So the assignment provided an opportunity to think about a whole bunch of different aspects that come into play with social practice: crediting people; resource sharing; repositioning; the idea that as an artist, sometimes you can curate, commission or edit—you can use other modes that are oftentimes seen as a background role, but you can forefront that role as your own work. I was thinking about all these different things jumbled up together. It seemed like it might be an interesting experiment.

Salty: What was the process like? Did the students discuss with you what they were going to do and did you give them any feedback?

Harrell: I gave them an outline, which was that it needs to be framed as a commission, and the $100 should be the total amount that’s needed. You can add on to the project later if you like. It shouldn’t be like, Here’s $100, for really what should be a $1,000 project. Part of what I am trying to think about too, is that, when people get commissioned to do a project in general, or with a project budget of any kind, there’s going to be a set amount of money, whether it’s $1,000, $10,000, $100,000. I want people to be able to practice thinking within that budget limitation, because you’re going to ruin yourself if you can’t figure out how to modulate projects to fit within the resources that are offered for them. These could be monetary resources, space limitation, time, any of these things. Whatever the resource limitations are, you have to think within them.

The other requirements were that it had to be done by the end of the school year, and you had to conduct this interview that goes along with it. I talked to people individually about their ideas. Becca (Kauffman) was the very first person who was ready for the $100, so I Venmo-ed her the $100. I said to everyone, all you have to do is tell me what the project is, we’ll go through the details of it, and then I’ll give you the $100. I met with each person a couple of different times. As a group, everybody shared their plans, and we worked out some kinks together. Some people wanted to just pay the person $100 to do the interview, but the way we came up with this, it’s like a two parter. There’s the commissioned project and then there’s the interview about the commissioned project. Some folks couldn’t quite figure out what a commission was, or thought it should come back to them, because they were going to end up doing some work on it anyway. But overall it was interesting to see all the different approaches people had.

Salty: Let’s talk about the different levels or roles here. You’re the source commissioner who’s commissioning the grad students. And so maybe we can call the grad students the commissioned commissioners, and the people they worked with the final commissioned. And by the time we get to the people experiencing the thing that was made, it would have gone on to the fourth level already. You could walk past someone on the street and not know that they were affected by your giving out of this $100. This to me is part of the beauty of this exercise. What are your thoughts on this multiplier effect?

Harrell: I like that. I think that’s really interesting. In general, that’s a good approach to resources in general—not just keeping them to yourself but thinking about how you can spread them out. There’s some project I did in the past that I’m trying to remember—I eventually met a stranger and they were telling me about the project as if it was something I didn’t know about. And I was like, Oh, yeah, that’s my project. It had gone through enough layers that this person had no idea I was sort of the source of the project. In some weird way, it came back around. I like when what starts the process going gets sort of lost, and then the project offshoots and involves many people. That’s one of the things that I’ve been interested in, creating projects in which there is multiple authorship. 

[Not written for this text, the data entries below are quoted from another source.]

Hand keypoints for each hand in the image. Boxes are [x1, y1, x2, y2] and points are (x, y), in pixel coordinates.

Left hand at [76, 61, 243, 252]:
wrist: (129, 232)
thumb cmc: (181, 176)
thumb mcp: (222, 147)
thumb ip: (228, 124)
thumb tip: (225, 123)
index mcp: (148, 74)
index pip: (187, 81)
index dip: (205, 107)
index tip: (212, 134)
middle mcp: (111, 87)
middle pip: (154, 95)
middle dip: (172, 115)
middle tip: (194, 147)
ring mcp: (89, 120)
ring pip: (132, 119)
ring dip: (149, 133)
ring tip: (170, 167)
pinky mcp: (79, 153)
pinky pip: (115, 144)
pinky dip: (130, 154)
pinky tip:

Salty: So how do you think these $100 Projects should be credited, as individual projects and as a collective whole? 

Harrell: I’ve sort of intentionally left this unresolved, partly because I wanted to see how it went. Having done this first version, maybe we’ll do this again and have a much better idea about what is happening. But I think this is an interesting question. Some students that I’ve talked to like the idea that in a way, it’s my project, and that they are a sub, a delegated member of a project that I’m sort of orchestrating. That is one way of thinking about it. And then other people probably want to have nothing to do with me, and want to think about it as just their project, for which some dude gave them $100 to use. I kind of like that people are sorting it out in different ways. 

And as far as I’m concerned, if somebody were to decide to formalize it on their resume or on their website, and they want to credit me, and see it as a project they’re participating in that I’m the big author of, that’s fine with me. I’m totally happy to validate the idea that that’s what’s going on. If other people don’t want to credit me at all, and not even acknowledge that they’re part of a set of other people doing the same commissioning process, I’m okay with that also. 

Like so many other projects that exist, I like that we can look at it from different perspectives, make choices about crediting, and there can be multiple authorship. And there’s no scarcity. We’re not fighting over who gets authorship and credit. Because we’re the ones determining that, we can spread out the authorship and credit as far and wide as we want. And it’s still potentially as beneficial to any one of us, as it would be if we had somehow treated it in a very proprietary way and been like, This is just mine. I don’t think there’s any great benefit to doing that. Mostly people are misled in trying to retain some kind of sole authorship of projects, believing that they get more that way or something like that. I think that in the end, they actually kind of get less by treating it that way. 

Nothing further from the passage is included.